[Source material — start]

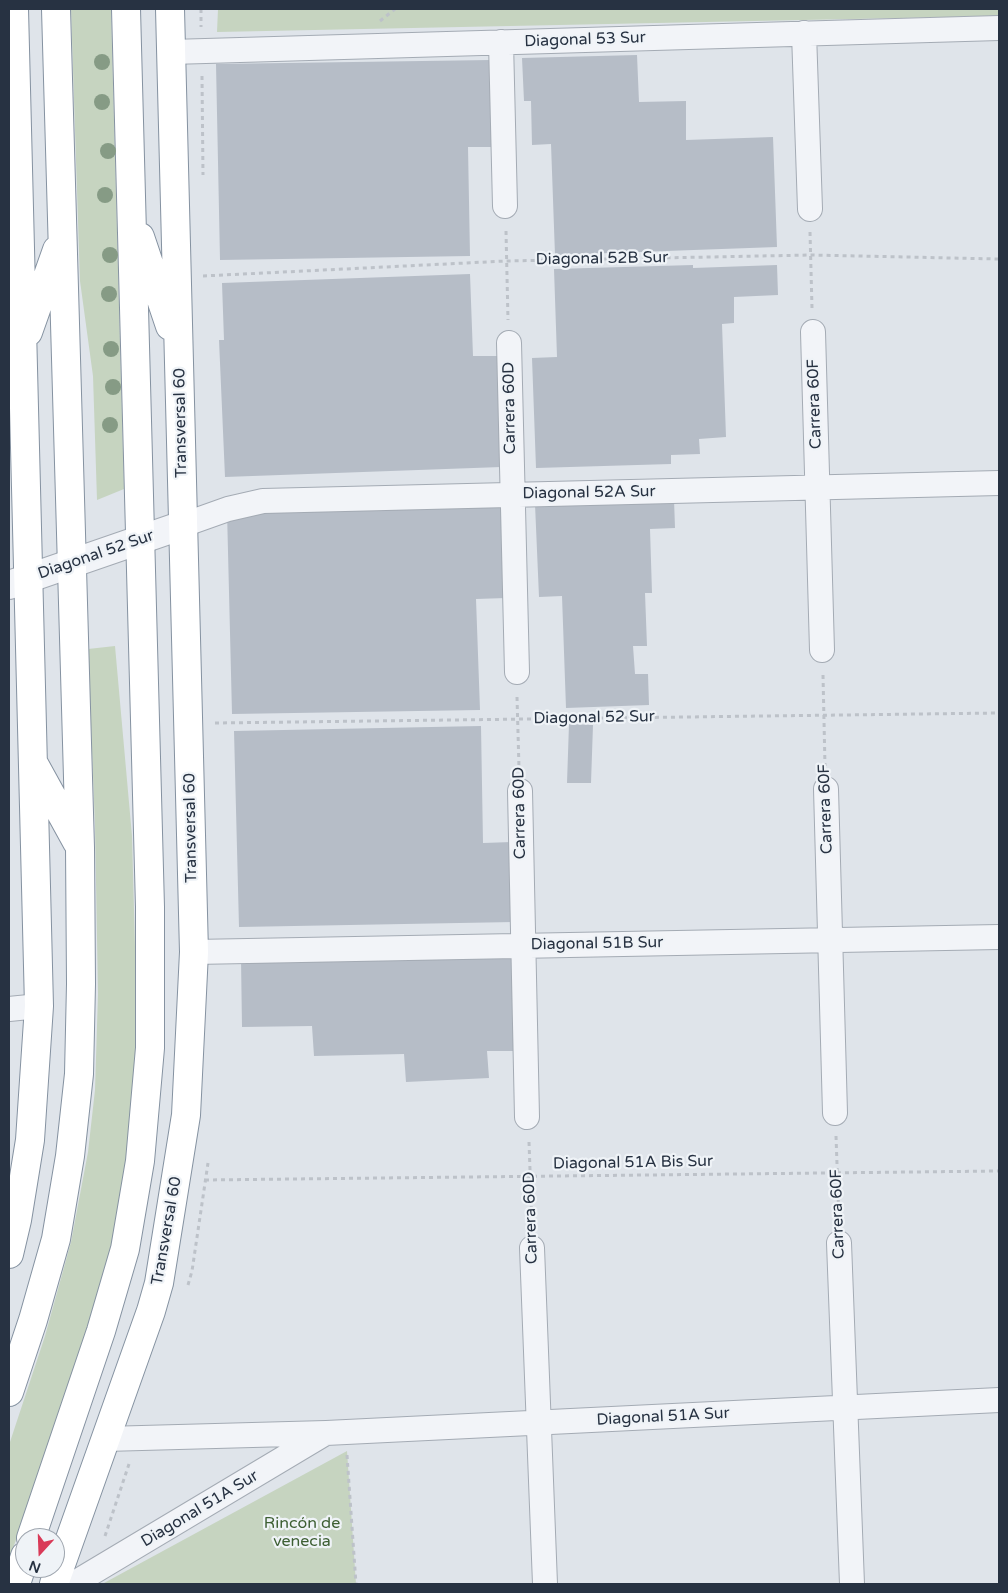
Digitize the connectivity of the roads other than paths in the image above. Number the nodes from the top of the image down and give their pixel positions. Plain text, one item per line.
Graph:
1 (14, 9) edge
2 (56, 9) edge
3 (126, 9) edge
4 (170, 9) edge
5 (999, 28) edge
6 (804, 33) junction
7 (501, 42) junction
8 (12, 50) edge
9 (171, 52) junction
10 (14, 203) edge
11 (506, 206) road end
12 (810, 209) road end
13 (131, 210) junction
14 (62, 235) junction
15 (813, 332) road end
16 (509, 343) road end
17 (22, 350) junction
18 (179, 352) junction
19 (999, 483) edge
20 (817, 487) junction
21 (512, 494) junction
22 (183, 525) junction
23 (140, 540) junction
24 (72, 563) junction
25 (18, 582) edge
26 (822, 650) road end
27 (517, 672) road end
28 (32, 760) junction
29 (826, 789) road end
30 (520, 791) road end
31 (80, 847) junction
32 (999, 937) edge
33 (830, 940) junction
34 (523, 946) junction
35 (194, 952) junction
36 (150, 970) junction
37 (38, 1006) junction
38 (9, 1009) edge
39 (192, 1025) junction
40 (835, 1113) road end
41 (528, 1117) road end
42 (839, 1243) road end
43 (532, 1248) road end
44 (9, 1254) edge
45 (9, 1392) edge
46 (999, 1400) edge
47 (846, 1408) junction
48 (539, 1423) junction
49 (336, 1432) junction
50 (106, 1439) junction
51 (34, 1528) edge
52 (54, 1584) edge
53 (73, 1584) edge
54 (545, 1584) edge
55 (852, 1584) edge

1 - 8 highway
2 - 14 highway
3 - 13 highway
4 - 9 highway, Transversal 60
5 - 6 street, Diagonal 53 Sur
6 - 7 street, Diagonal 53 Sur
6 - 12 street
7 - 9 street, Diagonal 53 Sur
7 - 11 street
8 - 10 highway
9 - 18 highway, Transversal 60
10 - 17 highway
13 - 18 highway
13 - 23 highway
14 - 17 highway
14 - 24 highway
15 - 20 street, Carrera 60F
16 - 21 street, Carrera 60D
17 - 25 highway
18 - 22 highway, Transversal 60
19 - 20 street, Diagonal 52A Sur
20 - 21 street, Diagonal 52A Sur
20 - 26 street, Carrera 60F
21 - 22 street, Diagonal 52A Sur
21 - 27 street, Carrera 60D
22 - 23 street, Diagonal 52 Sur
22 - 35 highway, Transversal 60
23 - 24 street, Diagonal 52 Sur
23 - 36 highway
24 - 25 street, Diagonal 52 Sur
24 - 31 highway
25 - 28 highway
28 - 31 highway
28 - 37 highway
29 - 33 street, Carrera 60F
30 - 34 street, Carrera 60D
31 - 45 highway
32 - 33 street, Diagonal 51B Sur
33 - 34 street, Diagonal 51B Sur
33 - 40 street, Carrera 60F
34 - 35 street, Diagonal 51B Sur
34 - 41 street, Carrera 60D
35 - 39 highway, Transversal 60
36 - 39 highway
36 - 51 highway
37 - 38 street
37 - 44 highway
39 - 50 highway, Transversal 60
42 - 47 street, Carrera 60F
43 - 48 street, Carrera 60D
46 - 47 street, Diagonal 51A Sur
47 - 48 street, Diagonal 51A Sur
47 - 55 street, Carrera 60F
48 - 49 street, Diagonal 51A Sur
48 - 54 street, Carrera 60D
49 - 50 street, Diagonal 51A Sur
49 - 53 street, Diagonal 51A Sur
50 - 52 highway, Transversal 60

[Source material — finish]

Work required ▸
Output every line above exactly as it stands, and drop any picture.

Task response ▸
Digitize the connectivity of the roads other than paths in the image above. Number the nodes from the top of the image down and give their pixel positions. Plain text, one item per line.
Graph:
1 (14, 9) edge
2 (56, 9) edge
3 (126, 9) edge
4 (170, 9) edge
5 (999, 28) edge
6 (804, 33) junction
7 (501, 42) junction
8 (12, 50) edge
9 (171, 52) junction
10 (14, 203) edge
11 (506, 206) road end
12 (810, 209) road end
13 (131, 210) junction
14 (62, 235) junction
15 (813, 332) road end
16 (509, 343) road end
17 (22, 350) junction
18 (179, 352) junction
19 (999, 483) edge
20 (817, 487) junction
21 (512, 494) junction
22 (183, 525) junction
23 (140, 540) junction
24 (72, 563) junction
25 (18, 582) edge
26 (822, 650) road end
27 (517, 672) road end
28 (32, 760) junction
29 (826, 789) road end
30 (520, 791) road end
31 (80, 847) junction
32 (999, 937) edge
33 (830, 940) junction
34 (523, 946) junction
35 (194, 952) junction
36 (150, 970) junction
37 (38, 1006) junction
38 (9, 1009) edge
39 (192, 1025) junction
40 (835, 1113) road end
41 (528, 1117) road end
42 (839, 1243) road end
43 (532, 1248) road end
44 (9, 1254) edge
45 (9, 1392) edge
46 (999, 1400) edge
47 (846, 1408) junction
48 (539, 1423) junction
49 (336, 1432) junction
50 (106, 1439) junction
51 (34, 1528) edge
52 (54, 1584) edge
53 (73, 1584) edge
54 (545, 1584) edge
55 (852, 1584) edge

1 - 8 highway
2 - 14 highway
3 - 13 highway
4 - 9 highway, Transversal 60
5 - 6 street, Diagonal 53 Sur
6 - 7 street, Diagonal 53 Sur
6 - 12 street
7 - 9 street, Diagonal 53 Sur
7 - 11 street
8 - 10 highway
9 - 18 highway, Transversal 60
10 - 17 highway
13 - 18 highway
13 - 23 highway
14 - 17 highway
14 - 24 highway
15 - 20 street, Carrera 60F
16 - 21 street, Carrera 60D
17 - 25 highway
18 - 22 highway, Transversal 60
19 - 20 street, Diagonal 52A Sur
20 - 21 street, Diagonal 52A Sur
20 - 26 street, Carrera 60F
21 - 22 street, Diagonal 52A Sur
21 - 27 street, Carrera 60D
22 - 23 street, Diagonal 52 Sur
22 - 35 highway, Transversal 60
23 - 24 street, Diagonal 52 Sur
23 - 36 highway
24 - 25 street, Diagonal 52 Sur
24 - 31 highway
25 - 28 highway
28 - 31 highway
28 - 37 highway
29 - 33 street, Carrera 60F
30 - 34 street, Carrera 60D
31 - 45 highway
32 - 33 street, Diagonal 51B Sur
33 - 34 street, Diagonal 51B Sur
33 - 40 street, Carrera 60F
34 - 35 street, Diagonal 51B Sur
34 - 41 street, Carrera 60D
35 - 39 highway, Transversal 60
36 - 39 highway
36 - 51 highway
37 - 38 street
37 - 44 highway
39 - 50 highway, Transversal 60
42 - 47 street, Carrera 60F
43 - 48 street, Carrera 60D
46 - 47 street, Diagonal 51A Sur
47 - 48 street, Diagonal 51A Sur
47 - 55 street, Carrera 60F
48 - 49 street, Diagonal 51A Sur
48 - 54 street, Carrera 60D
49 - 50 street, Diagonal 51A Sur
49 - 53 street, Diagonal 51A Sur
50 - 52 highway, Transversal 60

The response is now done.